* **Records for the task**:
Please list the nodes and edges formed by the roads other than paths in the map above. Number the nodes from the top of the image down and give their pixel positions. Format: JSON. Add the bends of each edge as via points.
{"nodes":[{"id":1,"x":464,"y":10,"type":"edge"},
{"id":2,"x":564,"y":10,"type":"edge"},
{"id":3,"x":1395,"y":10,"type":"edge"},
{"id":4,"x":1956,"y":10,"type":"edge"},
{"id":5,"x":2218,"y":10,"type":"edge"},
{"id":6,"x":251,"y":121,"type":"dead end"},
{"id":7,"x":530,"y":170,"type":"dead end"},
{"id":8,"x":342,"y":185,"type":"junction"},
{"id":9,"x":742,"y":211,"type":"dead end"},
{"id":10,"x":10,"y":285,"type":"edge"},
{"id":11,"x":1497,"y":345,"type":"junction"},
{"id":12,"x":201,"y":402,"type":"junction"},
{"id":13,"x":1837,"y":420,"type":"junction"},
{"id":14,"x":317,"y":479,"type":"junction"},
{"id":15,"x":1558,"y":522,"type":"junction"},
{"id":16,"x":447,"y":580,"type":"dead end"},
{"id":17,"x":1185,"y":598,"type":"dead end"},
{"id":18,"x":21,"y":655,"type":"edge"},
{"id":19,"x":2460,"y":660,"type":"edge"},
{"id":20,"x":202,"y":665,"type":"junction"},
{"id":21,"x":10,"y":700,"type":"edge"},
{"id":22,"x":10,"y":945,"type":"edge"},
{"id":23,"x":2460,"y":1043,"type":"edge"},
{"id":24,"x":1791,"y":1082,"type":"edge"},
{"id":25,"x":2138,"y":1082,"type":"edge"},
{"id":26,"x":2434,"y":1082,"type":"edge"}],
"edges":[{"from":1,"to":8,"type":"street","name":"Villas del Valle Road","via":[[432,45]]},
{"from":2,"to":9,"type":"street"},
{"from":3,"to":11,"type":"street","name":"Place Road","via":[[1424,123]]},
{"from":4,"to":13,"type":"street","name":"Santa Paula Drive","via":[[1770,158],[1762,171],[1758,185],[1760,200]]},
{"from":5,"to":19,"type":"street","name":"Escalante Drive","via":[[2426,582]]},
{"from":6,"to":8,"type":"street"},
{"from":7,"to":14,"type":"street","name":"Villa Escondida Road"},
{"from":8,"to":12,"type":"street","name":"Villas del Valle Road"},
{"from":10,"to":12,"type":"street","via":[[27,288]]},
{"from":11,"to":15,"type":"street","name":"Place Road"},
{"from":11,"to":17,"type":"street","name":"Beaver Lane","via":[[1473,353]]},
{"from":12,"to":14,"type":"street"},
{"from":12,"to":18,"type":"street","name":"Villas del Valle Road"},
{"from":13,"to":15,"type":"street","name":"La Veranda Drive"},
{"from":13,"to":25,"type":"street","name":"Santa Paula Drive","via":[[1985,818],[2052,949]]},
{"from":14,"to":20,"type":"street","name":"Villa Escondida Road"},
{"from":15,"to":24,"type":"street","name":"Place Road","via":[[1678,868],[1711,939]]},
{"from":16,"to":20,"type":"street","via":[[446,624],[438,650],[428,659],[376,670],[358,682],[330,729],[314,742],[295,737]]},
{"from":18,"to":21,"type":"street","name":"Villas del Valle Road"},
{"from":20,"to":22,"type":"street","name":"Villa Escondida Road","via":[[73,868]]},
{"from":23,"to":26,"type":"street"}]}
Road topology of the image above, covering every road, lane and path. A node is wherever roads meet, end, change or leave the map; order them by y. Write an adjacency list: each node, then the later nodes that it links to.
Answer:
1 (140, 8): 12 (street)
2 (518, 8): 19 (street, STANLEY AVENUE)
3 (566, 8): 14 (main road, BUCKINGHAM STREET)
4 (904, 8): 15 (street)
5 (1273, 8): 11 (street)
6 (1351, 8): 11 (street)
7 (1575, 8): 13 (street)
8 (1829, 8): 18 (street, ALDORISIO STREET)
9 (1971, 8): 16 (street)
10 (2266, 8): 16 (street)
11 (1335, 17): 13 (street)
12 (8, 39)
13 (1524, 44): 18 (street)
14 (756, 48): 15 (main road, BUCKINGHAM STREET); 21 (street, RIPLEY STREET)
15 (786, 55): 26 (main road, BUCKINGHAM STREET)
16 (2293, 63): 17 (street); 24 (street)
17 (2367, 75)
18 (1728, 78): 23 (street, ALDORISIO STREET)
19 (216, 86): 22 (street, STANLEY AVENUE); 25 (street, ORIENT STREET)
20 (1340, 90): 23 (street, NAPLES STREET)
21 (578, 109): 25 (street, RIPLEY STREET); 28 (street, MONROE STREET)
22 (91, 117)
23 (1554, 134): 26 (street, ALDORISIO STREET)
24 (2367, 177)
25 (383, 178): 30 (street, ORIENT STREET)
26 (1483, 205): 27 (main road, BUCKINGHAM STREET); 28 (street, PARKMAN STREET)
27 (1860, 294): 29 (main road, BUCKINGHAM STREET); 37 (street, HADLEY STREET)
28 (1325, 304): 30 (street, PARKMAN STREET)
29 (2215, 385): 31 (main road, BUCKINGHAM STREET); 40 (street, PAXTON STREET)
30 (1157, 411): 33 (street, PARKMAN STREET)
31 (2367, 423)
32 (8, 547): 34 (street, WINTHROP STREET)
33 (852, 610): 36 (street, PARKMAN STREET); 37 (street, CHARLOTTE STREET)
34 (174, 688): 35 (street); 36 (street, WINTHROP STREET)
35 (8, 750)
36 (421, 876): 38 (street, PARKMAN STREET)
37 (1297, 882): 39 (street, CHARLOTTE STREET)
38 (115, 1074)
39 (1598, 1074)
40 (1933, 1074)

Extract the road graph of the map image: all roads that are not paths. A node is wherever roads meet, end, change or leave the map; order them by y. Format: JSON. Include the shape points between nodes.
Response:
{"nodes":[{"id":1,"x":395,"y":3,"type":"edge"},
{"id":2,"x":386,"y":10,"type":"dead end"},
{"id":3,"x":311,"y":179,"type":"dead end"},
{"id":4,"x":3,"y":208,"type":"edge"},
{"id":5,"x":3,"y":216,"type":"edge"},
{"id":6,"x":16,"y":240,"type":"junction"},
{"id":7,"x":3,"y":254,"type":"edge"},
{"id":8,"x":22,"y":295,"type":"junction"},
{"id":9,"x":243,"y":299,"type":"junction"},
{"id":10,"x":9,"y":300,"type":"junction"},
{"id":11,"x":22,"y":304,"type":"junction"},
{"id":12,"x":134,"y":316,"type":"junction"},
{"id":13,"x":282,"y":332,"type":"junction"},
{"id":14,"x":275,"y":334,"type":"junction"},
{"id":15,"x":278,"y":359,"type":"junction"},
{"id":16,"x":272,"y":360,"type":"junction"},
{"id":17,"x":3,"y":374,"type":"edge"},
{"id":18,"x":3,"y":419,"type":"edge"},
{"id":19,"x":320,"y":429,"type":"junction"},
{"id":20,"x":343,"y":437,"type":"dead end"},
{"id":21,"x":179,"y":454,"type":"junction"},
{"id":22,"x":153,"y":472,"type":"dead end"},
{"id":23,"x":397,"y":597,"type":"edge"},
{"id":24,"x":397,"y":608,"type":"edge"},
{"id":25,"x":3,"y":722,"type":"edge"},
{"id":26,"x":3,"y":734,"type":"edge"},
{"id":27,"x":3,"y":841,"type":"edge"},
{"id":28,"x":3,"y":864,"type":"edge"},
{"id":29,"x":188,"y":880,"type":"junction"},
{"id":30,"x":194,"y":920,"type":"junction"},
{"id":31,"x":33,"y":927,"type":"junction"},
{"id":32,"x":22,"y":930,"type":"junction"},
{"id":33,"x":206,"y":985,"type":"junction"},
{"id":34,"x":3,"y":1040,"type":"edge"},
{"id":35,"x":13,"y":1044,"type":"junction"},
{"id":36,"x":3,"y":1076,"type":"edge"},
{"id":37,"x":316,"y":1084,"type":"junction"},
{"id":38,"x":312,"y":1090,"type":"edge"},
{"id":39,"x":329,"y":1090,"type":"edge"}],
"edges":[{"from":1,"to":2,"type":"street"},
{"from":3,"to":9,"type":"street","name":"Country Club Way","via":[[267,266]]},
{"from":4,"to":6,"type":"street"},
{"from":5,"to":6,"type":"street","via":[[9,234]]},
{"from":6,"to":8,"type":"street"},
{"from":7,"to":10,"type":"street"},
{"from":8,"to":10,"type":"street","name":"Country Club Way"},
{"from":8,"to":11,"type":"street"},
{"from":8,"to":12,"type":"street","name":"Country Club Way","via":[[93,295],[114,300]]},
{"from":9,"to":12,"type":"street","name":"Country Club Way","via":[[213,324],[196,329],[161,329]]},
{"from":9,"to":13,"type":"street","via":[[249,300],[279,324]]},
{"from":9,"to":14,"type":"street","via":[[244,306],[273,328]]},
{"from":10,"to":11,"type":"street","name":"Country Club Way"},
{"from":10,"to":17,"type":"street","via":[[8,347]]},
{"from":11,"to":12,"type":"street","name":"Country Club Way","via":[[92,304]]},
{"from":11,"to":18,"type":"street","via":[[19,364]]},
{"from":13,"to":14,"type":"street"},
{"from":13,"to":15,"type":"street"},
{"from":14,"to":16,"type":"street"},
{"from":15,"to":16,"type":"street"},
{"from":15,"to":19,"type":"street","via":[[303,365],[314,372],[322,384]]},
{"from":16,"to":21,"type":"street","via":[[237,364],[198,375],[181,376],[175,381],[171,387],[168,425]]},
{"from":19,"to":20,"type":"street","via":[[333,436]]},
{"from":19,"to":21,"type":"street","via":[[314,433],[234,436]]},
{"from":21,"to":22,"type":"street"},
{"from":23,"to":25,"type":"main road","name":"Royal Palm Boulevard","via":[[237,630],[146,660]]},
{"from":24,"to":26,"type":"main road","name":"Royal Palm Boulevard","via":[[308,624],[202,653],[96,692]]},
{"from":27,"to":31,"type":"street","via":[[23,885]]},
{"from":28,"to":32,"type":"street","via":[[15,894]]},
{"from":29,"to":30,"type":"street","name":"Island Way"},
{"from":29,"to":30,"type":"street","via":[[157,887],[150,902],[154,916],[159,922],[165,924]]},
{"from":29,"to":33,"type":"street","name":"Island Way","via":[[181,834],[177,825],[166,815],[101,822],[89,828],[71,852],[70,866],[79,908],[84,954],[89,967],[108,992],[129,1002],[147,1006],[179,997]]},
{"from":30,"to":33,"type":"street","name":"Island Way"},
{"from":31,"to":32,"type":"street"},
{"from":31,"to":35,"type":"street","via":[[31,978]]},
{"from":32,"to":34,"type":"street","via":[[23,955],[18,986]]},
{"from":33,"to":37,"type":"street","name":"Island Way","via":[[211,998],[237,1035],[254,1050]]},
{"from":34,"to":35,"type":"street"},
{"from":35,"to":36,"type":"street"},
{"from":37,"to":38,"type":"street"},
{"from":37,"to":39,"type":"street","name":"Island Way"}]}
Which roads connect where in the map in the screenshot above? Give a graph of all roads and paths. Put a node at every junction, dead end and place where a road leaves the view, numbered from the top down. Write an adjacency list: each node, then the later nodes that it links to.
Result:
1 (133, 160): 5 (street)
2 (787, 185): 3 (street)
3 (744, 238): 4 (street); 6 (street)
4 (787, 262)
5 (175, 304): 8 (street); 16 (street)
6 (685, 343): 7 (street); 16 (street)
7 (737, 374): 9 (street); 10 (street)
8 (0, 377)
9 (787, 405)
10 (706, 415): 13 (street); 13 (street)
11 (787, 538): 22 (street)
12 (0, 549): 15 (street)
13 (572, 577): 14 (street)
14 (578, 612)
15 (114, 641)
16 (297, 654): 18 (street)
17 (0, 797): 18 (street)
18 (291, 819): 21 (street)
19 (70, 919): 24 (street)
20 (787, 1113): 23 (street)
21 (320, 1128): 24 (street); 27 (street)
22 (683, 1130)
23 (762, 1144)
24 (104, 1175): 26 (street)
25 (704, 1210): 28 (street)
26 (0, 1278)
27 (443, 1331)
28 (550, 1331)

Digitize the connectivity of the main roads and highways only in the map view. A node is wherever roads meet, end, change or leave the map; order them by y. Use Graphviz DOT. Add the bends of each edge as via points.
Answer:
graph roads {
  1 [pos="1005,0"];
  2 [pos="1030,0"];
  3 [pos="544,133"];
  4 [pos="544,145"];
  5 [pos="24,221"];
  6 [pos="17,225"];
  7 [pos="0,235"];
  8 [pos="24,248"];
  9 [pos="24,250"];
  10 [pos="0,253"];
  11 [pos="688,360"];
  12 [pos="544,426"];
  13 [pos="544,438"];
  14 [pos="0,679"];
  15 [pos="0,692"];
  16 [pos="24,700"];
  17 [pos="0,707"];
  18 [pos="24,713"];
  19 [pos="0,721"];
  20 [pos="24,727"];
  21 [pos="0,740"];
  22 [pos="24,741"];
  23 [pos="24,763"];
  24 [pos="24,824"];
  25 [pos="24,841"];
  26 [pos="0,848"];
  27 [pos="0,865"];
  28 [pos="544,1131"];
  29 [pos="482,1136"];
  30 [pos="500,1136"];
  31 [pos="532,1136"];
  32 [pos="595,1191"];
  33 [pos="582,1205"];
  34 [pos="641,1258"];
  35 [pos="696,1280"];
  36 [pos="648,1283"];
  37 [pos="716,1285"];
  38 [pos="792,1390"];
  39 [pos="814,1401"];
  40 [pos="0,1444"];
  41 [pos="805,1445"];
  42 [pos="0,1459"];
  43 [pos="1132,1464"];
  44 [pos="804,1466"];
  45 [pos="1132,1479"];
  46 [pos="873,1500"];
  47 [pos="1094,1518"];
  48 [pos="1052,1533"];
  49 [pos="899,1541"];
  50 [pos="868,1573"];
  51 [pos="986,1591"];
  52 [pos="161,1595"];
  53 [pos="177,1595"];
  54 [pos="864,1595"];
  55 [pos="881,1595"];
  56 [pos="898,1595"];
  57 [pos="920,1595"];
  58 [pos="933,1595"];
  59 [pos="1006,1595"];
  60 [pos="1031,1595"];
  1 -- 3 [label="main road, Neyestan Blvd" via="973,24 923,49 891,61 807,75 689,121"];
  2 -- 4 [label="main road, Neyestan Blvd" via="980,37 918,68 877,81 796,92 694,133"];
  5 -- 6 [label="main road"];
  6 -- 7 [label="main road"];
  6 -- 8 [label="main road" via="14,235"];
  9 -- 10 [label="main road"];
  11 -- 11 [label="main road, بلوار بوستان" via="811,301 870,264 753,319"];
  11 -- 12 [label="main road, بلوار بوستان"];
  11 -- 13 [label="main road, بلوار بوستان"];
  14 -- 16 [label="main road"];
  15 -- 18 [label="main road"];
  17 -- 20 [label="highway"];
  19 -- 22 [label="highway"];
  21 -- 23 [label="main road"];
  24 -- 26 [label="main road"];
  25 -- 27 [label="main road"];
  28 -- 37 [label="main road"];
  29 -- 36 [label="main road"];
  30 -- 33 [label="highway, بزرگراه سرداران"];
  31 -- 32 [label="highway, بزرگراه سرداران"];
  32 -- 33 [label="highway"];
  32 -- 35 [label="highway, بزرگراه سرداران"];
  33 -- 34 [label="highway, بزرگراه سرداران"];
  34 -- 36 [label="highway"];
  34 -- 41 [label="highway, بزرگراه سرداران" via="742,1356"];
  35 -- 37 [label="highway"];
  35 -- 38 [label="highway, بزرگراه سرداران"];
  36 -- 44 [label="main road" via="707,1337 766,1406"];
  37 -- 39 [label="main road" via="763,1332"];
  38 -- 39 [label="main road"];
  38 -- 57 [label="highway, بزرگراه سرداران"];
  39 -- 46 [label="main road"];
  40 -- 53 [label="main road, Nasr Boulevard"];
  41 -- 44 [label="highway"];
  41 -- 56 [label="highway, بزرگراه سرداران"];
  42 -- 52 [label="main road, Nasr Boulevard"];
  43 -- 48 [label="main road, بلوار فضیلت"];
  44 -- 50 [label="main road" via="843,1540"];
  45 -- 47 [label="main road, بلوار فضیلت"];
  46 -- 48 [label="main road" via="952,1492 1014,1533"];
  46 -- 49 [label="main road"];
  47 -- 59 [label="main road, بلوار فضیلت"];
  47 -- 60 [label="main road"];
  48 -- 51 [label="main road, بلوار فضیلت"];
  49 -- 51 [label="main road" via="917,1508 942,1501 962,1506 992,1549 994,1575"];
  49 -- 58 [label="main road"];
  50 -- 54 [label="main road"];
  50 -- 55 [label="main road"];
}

* **Task prompt**:
Look through the entries above. Copy each line in which the string "AVENUE" occurs.

* **Written response**:
2 (518, 8): 19 (street, STANLEY AVENUE)
19 (216, 86): 22 (street, STANLEY AVENUE); 25 (street, ORIENT STREET)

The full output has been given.